I guess this new me did look nice, it was hard to say since I was still a child. I had my mother's heart shaped face, her sharp eyes and cheek bones and got my father's hair. My hair came till my shoulders and fell straight with a small curl at the end. I looked the same I did in my old world except for the black hair, black eyes and pale skin.

Shisui looked a lot like mother. The only thing he got from father was the long eyelashes and a strong jaw line. It made him look a lot like a girl, but I never thought he minded it. I guess he does look a lot like his old self only younger.

In my four years in this world, not a single day was spent without Shisui. The only thing we didn't do together was going to the toilet. He was never angry and a kind and caring person, he could understand me without me having to explain myself. It was nice, having a sibling like him.

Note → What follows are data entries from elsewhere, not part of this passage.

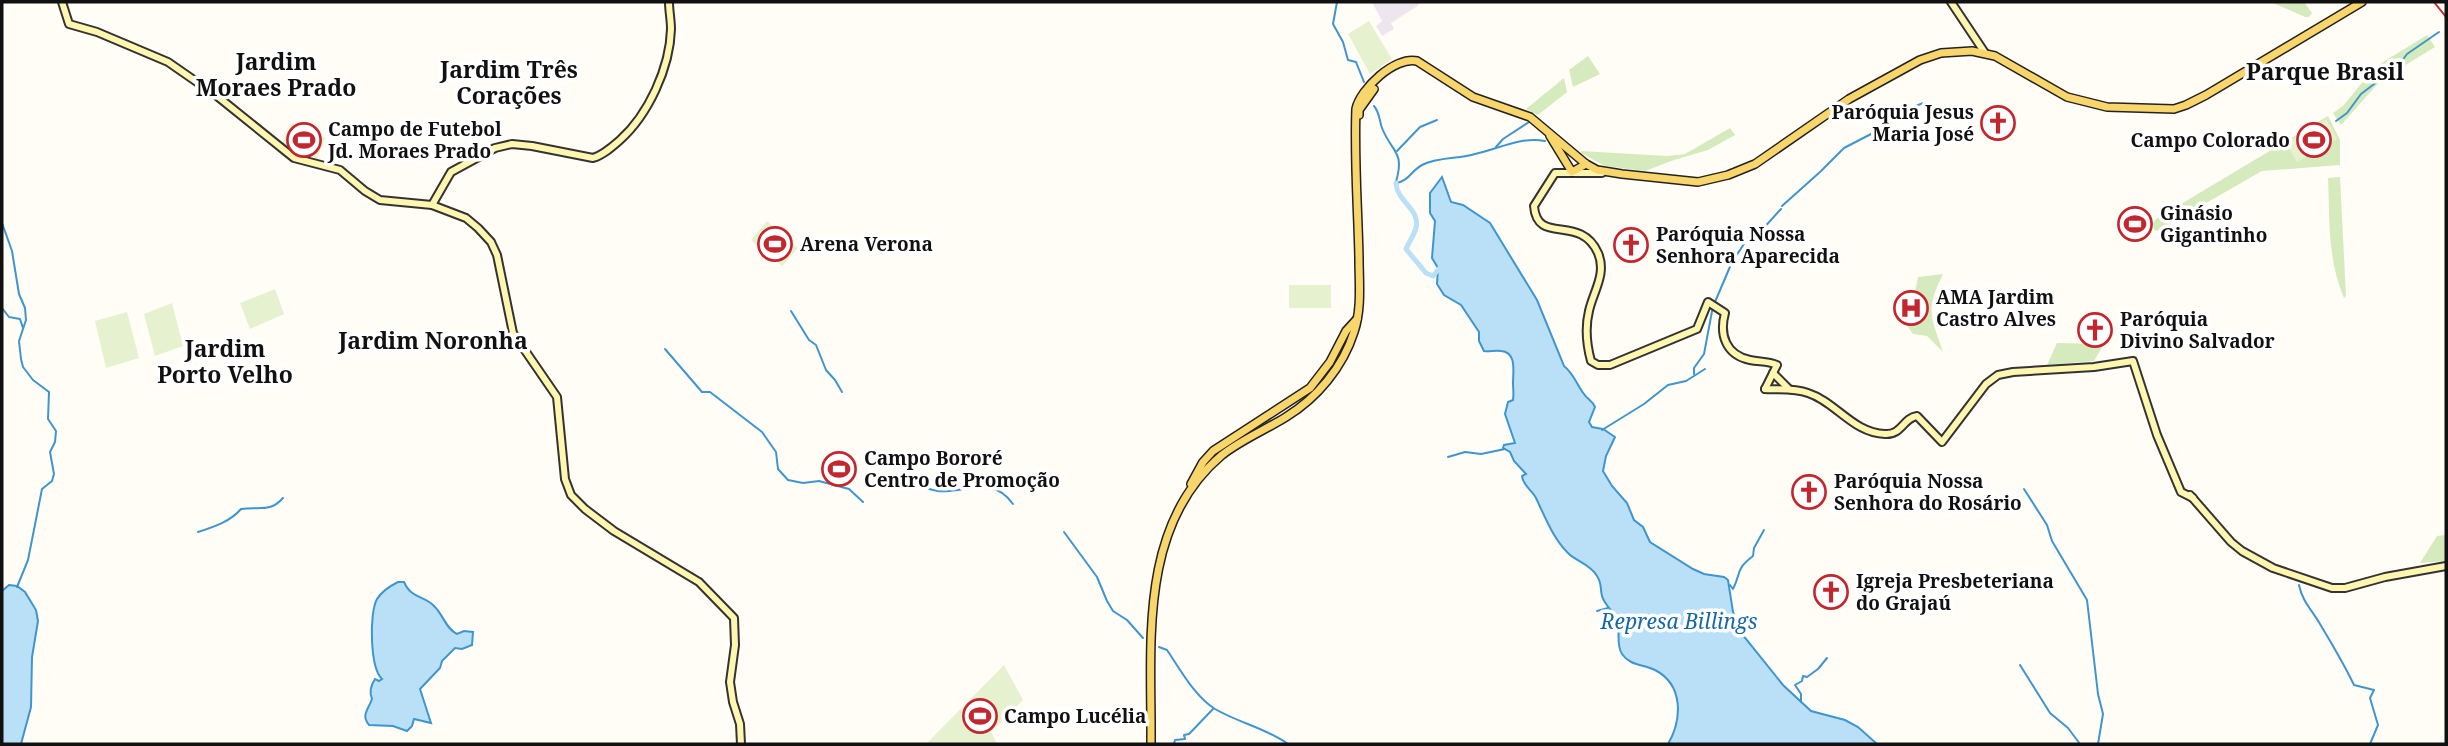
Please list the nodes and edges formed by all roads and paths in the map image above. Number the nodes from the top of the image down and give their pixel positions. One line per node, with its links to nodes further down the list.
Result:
1 (62, 2): 12 (main road)
2 (669, 2): 12 (main road)
3 (1951, 2): 5 (main road)
4 (2362, 2): 5 (main road)
5 (1985, 53): 11 (main road)
6 (1419, 63): 7 (main road); 7 (main road); 8 (main road)
7 (1360, 108): 13 (main road)
8 (1546, 130): 9 (main road); 10 (main road)
9 (1586, 164): 10 (main road); 11 (main road)
10 (1572, 172): 11 (main road); 14 (main road)
11 (1610, 173)
12 (432, 205): 22 (main road)
13 (1352, 330): 16 (main road); 17 (main road)
14 (1773, 373): 15 (main road); 15 (main road)
15 (1788, 388): 19 (main road)
16 (1298, 397): 17 (main road); 18 (main road); 23 (main road)
17 (1311, 398): 18 (main road)
18 (1296, 411): 23 (main road)
19 (2179, 484): 20 (main road); 20 (main road)
20 (2193, 498): 21 (main road)
21 (2446, 565)
22 (741, 744)
23 (1149, 744)

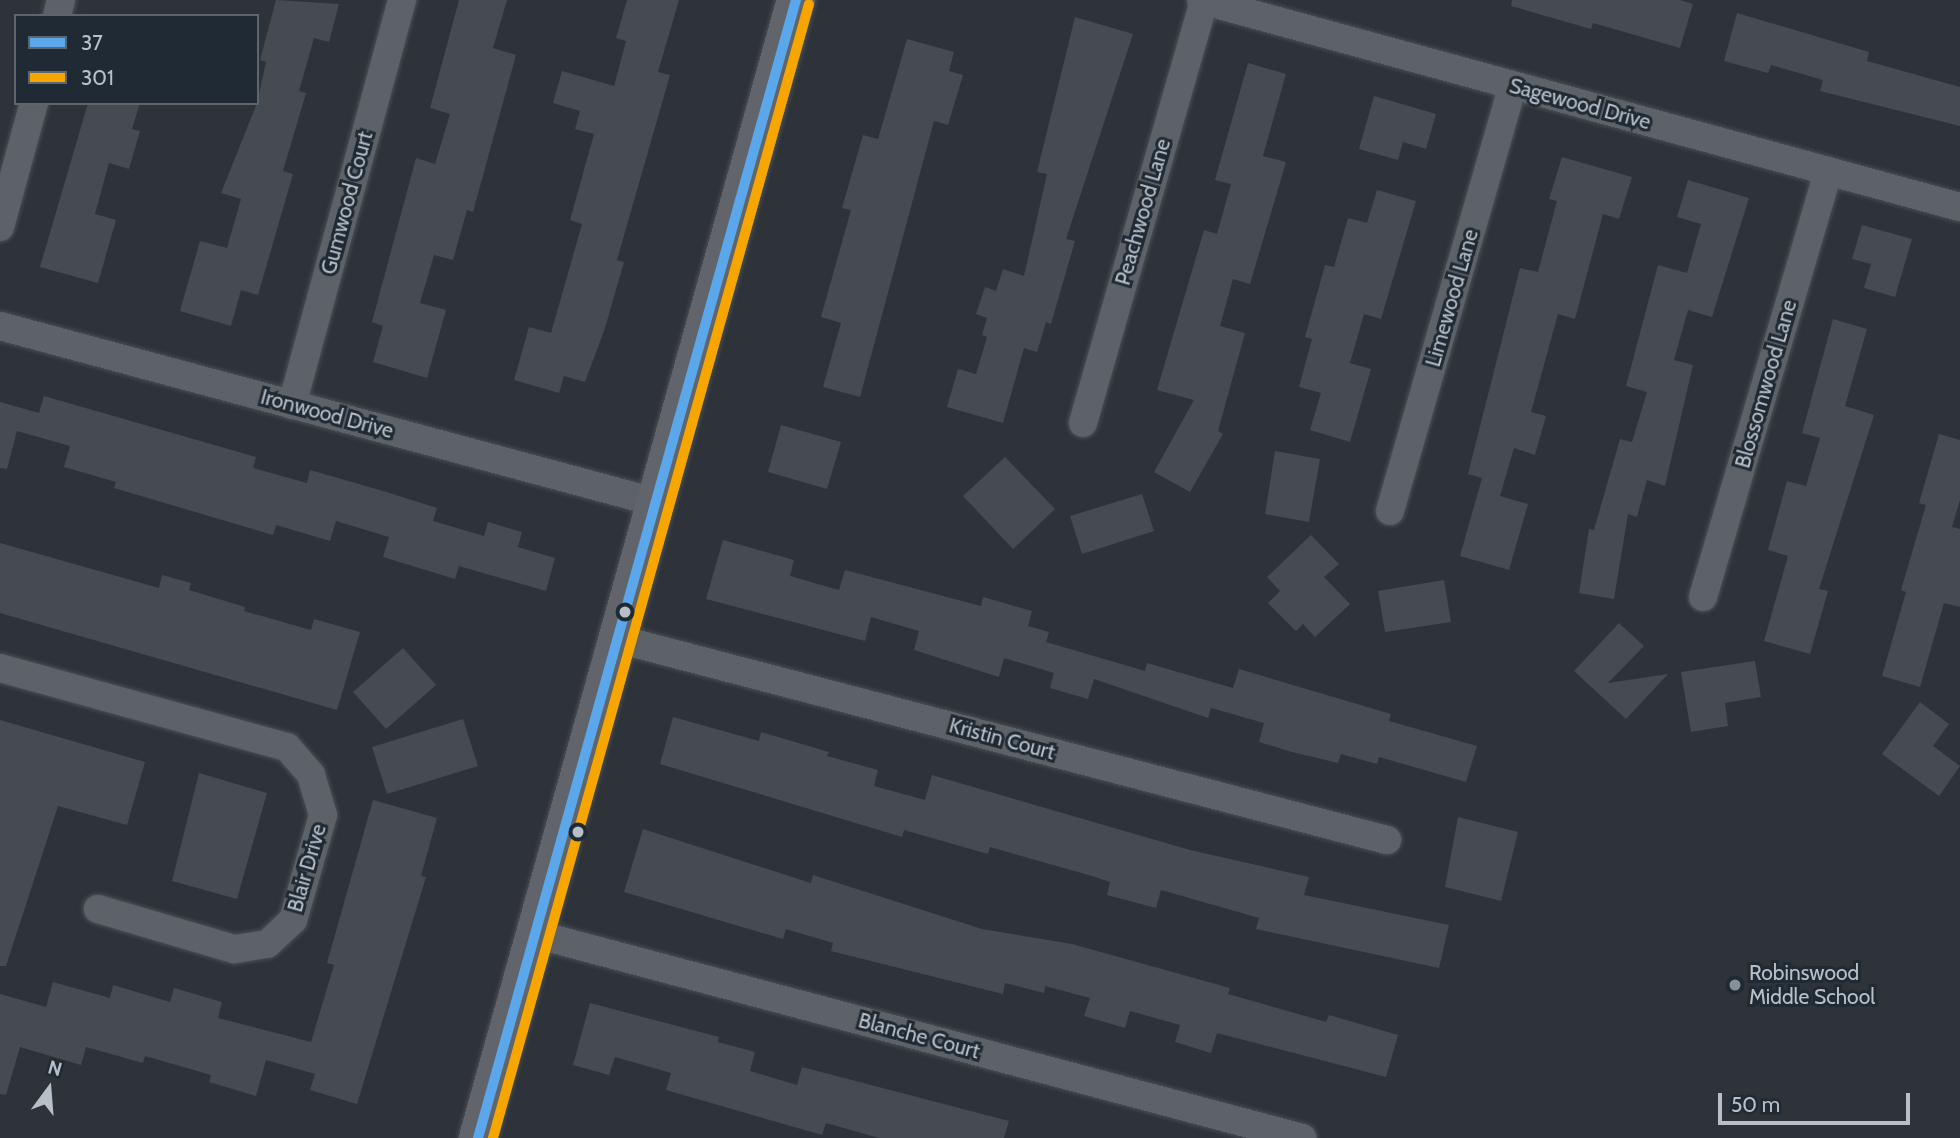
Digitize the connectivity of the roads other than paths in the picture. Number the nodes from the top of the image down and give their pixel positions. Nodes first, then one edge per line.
1 (402, 0) edge
2 (796, 0) edge
3 (1202, 0) edge
4 (1513, 85) junction
5 (33, 105) edge
6 (1828, 172) junction
7 (1960, 207) edge
8 (0, 227) edge
9 (0, 326) edge
10 (292, 405) junction
11 (1083, 423) dead end
12 (655, 502) junction
13 (1390, 511) dead end
14 (1703, 597) dead end
15 (618, 639) junction
16 (0, 668) edge
17 (1387, 840) dead end
18 (98, 909) dead end
19 (535, 934) junction
20 (478, 1138) edge
21 (1302, 1138) edge

1 - 10 street, Gumwood Court
2 - 12 main road
3 - 4 street, Sagewood Drive
3 - 11 street, Peachwood Lane
4 - 6 street, Sagewood Drive
4 - 13 street, Limewood Lane
5 - 8 street
6 - 7 street, Sagewood Drive
6 - 14 street, Blossomwood Lane
9 - 10 street, Ironwood Drive
10 - 12 street, Ironwood Drive
12 - 15 main road
15 - 17 street, Kristin Court
15 - 19 main road
16 - 18 street, Blair Drive
19 - 20 main road
19 - 21 street, Blanche Court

When we finished changing clothes we went to the riverbank. It was far from the compound, but not so far that we were in enemy territory. We spent most of our days by the river training. Shisui described it as a peaceful and calm place. I never knew why he said that it was a rough and tentative river, flowing through a crater. But Shisui had more of those weird quirks but I couldn't say that I didn't have any.

When we got there the river was rushing by more strongly than ever before. It had rained a lot these last couple weeks, but I was now questioning our safety by the riverbank, something I hadn't done before. Shisui didn't seem to mind as he was caught up in his own little world. He simply stood near the edge and watched the river rush by.

"Shisui?" I asked worried.

His eyes winded and he turned around rubbing his neck. "Sorry, was caught up in my own little world again." He said smiling embarrassed.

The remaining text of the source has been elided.